- _Data records_
= = = =

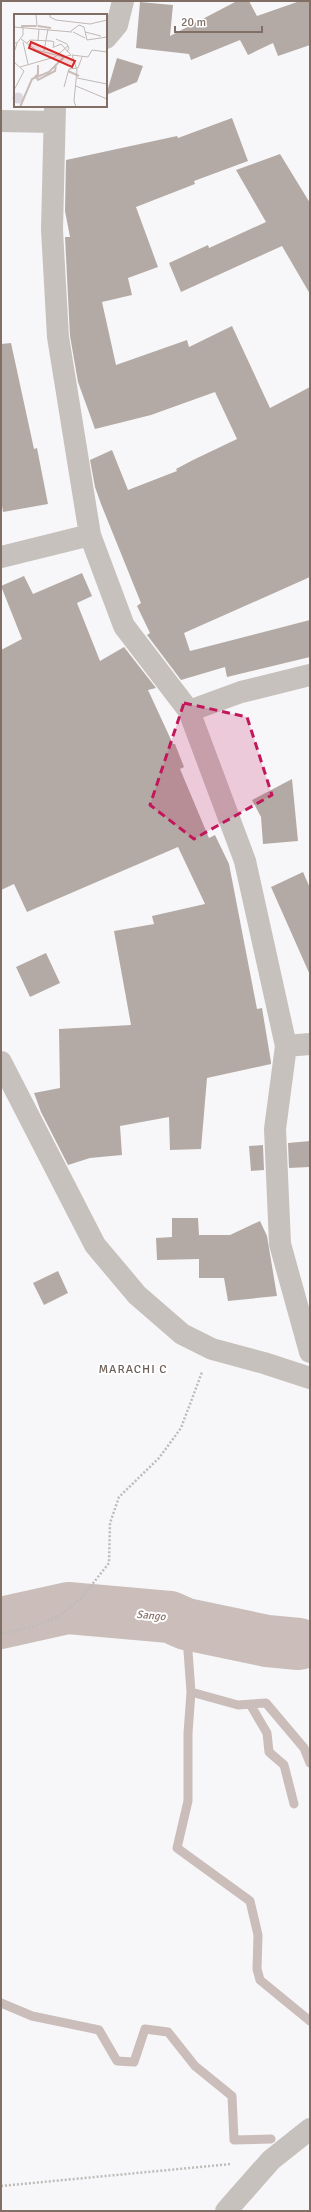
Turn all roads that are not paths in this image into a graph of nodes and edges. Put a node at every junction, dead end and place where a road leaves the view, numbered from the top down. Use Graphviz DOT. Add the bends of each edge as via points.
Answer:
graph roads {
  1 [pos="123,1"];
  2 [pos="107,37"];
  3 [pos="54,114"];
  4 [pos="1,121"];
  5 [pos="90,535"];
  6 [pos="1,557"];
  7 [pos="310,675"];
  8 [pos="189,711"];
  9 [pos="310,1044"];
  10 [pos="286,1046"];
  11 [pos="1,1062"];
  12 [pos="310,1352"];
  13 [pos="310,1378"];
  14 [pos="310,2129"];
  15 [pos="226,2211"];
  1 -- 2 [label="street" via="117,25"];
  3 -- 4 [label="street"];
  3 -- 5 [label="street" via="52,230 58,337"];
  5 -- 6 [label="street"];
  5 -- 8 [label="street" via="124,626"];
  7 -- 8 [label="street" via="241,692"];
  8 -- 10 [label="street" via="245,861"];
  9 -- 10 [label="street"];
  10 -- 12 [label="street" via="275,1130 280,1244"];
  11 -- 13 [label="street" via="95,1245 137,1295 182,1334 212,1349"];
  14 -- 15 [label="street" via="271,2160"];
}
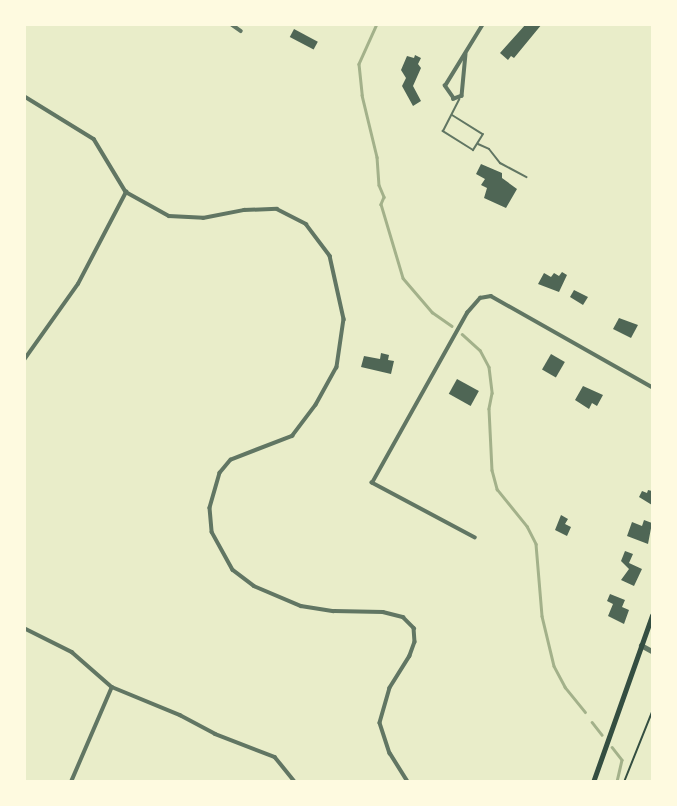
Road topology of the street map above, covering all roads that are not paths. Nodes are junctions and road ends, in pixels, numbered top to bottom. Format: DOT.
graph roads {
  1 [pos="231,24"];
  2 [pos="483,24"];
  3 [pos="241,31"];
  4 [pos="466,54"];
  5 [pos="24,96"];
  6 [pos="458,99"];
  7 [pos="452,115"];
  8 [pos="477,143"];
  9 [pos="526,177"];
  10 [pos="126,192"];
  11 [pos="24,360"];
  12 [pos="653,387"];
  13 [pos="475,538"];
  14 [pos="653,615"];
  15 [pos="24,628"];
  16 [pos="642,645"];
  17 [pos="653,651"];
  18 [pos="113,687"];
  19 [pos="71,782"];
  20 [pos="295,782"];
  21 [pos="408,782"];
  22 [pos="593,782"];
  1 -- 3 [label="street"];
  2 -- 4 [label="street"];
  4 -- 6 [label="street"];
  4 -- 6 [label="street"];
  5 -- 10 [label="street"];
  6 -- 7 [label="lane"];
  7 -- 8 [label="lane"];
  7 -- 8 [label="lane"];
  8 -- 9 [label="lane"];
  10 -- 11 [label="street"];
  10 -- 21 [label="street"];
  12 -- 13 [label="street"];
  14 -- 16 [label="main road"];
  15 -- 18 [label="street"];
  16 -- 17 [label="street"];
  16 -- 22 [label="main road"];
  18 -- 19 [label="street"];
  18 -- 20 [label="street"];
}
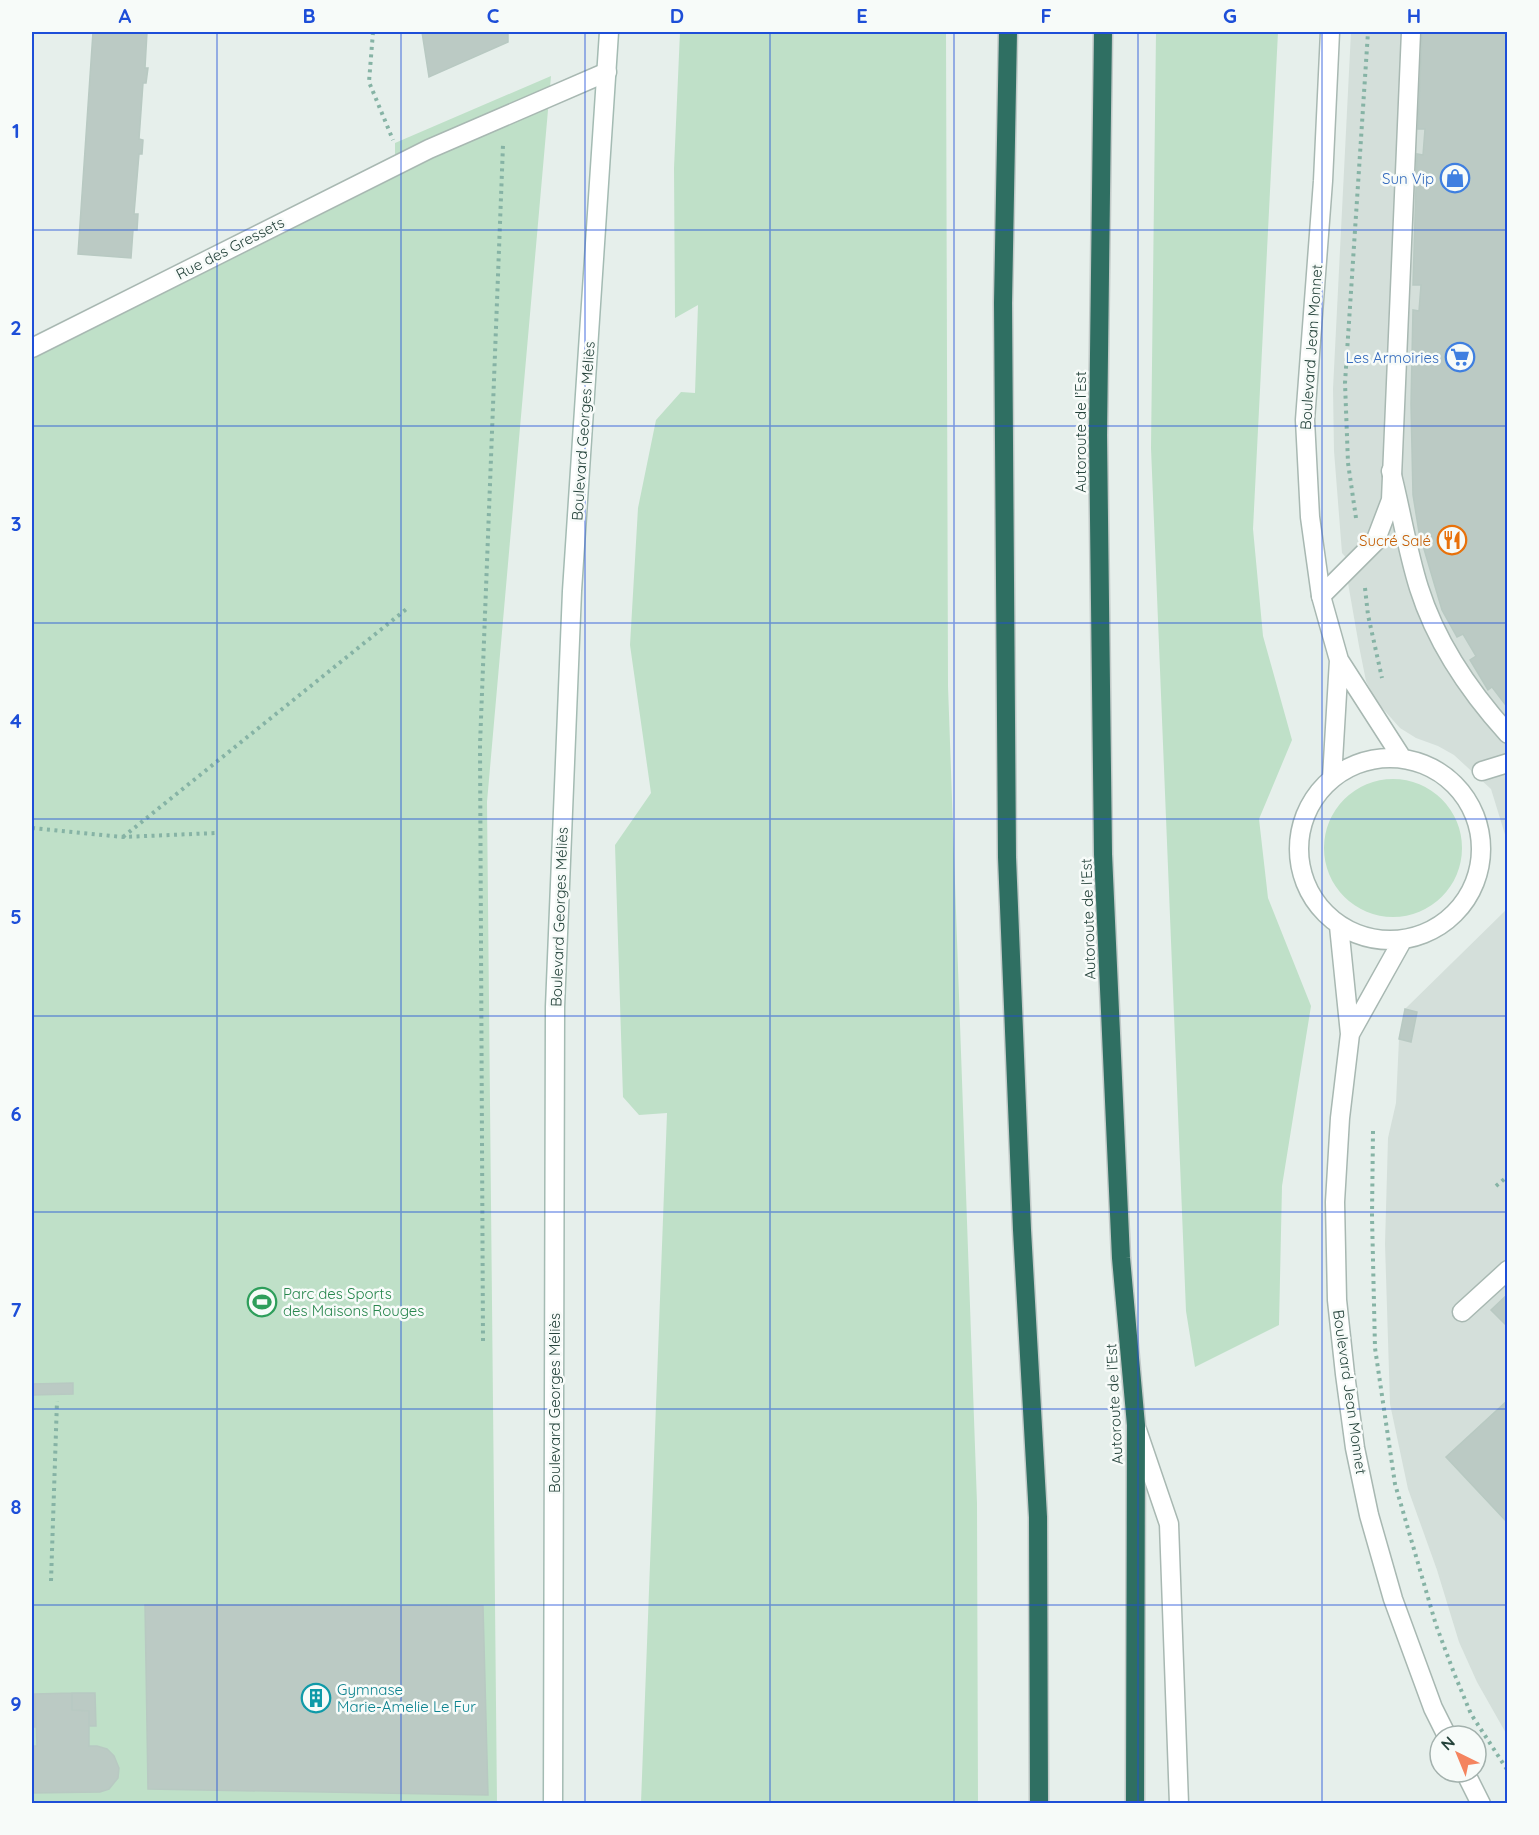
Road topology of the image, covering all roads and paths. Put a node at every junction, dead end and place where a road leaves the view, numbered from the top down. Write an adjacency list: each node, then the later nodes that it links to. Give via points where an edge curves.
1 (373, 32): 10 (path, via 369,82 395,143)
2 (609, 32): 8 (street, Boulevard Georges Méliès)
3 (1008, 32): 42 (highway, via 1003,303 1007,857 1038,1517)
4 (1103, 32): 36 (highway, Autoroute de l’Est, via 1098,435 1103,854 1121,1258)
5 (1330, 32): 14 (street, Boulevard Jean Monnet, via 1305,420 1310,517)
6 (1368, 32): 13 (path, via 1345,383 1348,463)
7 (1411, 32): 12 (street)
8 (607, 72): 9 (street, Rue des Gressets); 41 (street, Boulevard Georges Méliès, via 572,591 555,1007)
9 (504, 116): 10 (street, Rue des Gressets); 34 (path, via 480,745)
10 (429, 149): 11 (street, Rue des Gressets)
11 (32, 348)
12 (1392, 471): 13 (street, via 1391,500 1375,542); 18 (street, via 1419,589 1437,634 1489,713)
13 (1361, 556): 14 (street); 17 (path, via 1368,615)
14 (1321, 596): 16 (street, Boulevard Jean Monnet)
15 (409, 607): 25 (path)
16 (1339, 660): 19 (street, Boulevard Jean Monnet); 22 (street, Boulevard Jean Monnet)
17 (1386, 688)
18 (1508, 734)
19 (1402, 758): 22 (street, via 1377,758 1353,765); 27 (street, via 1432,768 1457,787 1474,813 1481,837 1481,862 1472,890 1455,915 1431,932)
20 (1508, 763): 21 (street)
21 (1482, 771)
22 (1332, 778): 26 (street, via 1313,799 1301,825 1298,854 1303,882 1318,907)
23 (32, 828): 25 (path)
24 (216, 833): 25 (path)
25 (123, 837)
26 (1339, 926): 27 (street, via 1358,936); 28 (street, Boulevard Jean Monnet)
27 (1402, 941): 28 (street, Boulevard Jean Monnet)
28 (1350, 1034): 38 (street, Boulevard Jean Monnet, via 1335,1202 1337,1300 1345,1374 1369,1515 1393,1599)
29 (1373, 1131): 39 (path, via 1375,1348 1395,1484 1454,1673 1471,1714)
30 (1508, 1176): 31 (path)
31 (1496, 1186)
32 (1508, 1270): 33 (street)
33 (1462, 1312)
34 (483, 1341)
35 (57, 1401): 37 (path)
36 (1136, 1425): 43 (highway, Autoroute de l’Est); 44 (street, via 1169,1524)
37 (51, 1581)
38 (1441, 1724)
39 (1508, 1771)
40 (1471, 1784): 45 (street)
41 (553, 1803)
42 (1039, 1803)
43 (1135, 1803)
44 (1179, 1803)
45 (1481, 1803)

= = = =

- _What the exercise asks_
Read through the listing and copy each line in which the word "Méliès" occurs.

- _Task output_
2 (609, 32): 8 (street, Boulevard Georges Méliès)
8 (607, 72): 9 (street, Rue des Gressets); 41 (street, Boulevard Georges Méliès, via 572,591 555,1007)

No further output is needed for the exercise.